Why the cloud of gloom over La Belle Province? Here’s a good guess, from economist Robert Kavcic at BMO Capital Markets: “A steady diet of heavier taxes over the last two years is probably the biggest thing.”

And we can’t blame the Marois government for most of this. Under the preceding Liberal administration, Quebec embarked on a brutal program of tax hikes rather than tackle the tougher questions of waste, corruption and over-regulation. These levies included the new health tax that, in restructured form, remains in place. More important, they also included big upward steps in the provincial sales tax and gasoline tax, measures that directly discourage consumer spending.

All told, the new Liberal taxes are sucking a stunning $4.6 billion out of Quebecers’ pockets this year, the Conference Board has estimated, a major drag on economic growth.

If you care only about the numbers, a tax increase balances the books just as well as an equivalent-sized cut in government waste. But there’s obviously a big difference in the impact on workers. If you have the hopeless feeling that your take-home pay is shrinking without any equivalent reward in the form of improved public services, one obvious thing you can do is spend less — or at least spend less in Quebec.

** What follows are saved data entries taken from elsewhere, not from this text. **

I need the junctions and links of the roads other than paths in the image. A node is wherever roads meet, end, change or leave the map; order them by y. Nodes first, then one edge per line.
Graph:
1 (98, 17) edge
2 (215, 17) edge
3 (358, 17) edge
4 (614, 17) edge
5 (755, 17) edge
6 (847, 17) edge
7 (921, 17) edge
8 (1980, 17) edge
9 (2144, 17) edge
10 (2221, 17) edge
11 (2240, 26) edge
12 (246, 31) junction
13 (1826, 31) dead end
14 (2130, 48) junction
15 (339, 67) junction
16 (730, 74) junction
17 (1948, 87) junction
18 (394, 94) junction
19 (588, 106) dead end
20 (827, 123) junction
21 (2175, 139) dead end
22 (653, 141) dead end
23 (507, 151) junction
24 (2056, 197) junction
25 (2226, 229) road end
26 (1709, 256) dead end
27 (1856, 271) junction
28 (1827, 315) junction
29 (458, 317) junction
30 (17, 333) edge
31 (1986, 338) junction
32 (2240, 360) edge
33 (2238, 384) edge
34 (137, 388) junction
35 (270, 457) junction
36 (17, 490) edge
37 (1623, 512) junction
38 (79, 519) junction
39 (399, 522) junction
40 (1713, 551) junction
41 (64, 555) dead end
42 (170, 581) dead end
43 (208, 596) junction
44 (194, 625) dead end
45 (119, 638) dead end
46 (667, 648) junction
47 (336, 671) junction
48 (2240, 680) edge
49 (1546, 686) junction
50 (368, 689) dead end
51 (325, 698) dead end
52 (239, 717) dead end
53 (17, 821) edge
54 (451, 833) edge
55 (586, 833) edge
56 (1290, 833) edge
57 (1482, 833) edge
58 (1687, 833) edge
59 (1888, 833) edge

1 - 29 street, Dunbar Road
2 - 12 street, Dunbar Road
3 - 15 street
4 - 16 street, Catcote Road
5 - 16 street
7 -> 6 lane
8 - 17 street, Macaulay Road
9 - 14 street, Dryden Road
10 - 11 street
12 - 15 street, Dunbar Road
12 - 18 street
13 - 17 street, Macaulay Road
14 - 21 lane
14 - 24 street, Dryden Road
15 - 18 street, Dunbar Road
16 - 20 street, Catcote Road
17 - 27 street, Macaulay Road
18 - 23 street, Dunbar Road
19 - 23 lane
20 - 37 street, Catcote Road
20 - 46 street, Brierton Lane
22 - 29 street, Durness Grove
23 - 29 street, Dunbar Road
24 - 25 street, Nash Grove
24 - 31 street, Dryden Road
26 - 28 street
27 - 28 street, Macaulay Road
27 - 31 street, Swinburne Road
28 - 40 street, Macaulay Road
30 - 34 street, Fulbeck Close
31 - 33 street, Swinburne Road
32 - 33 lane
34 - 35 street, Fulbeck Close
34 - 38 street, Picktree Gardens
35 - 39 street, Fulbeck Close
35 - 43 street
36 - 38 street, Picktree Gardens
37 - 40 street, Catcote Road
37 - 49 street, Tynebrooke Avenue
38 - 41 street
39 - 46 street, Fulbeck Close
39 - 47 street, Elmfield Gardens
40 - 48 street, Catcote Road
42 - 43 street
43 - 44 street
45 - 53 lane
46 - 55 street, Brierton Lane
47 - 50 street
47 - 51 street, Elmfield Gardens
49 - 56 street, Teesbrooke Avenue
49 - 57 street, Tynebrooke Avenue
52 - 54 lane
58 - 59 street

This situation would be bad for any province, but for Quebec it’s becoming dangerous. Consumer spending makes up the majority of all economic activity. When there’s less spending and less economic activity, there’s proportionately lower tax revenue for the government. And these days, it’s not as if the province’s retail sector is in such good shape that it can easily absorb a further drop in sales.

The latest retail data, for September, show Quebec to be the only province outside of New Brunswick where sales have actually dropped over the past year, falling by 0.4 per cent. That compares with growth of 0.7 per cent in Ontario, which is similar to Quebec in size and industrial makeup. (Across Canada, sales rose by 1.8 per cent, helped along by strength in resource-rich western provinces.)

Maybe worse, Quebec’s misery is deepening just as we enter the critically important Christmas season, which accounts for a disproportionately big chunk of many merchants’ annual earnings. Quebec retail sales in the month of September dropped by 0.7 per cent, even worse than the flat showing in Ontario and the meagre 0.1 per cent growth across the country.

Encouragingly, there are signs that Marceau and Marois have been quick to figure out that Quebecers can’t absorb much more punishment. The latest budget, in marked contrast to comments by Marceau just weeks earlier, contained no shocking new tax burdens. Even so, several modest new taxes, combined with spending cuts, mean that this austerity budget will actually dampen growth.

Nevertheless, if there’s a quick, credible follow-up to the shocking evidence of corruption in government construction projects, people might dare to start thinking that their heavy tax burden is at least going somewhere useful. Then we can begin dreaming of more efficient government and an eventual drop in our ridiculously heavy tax burden.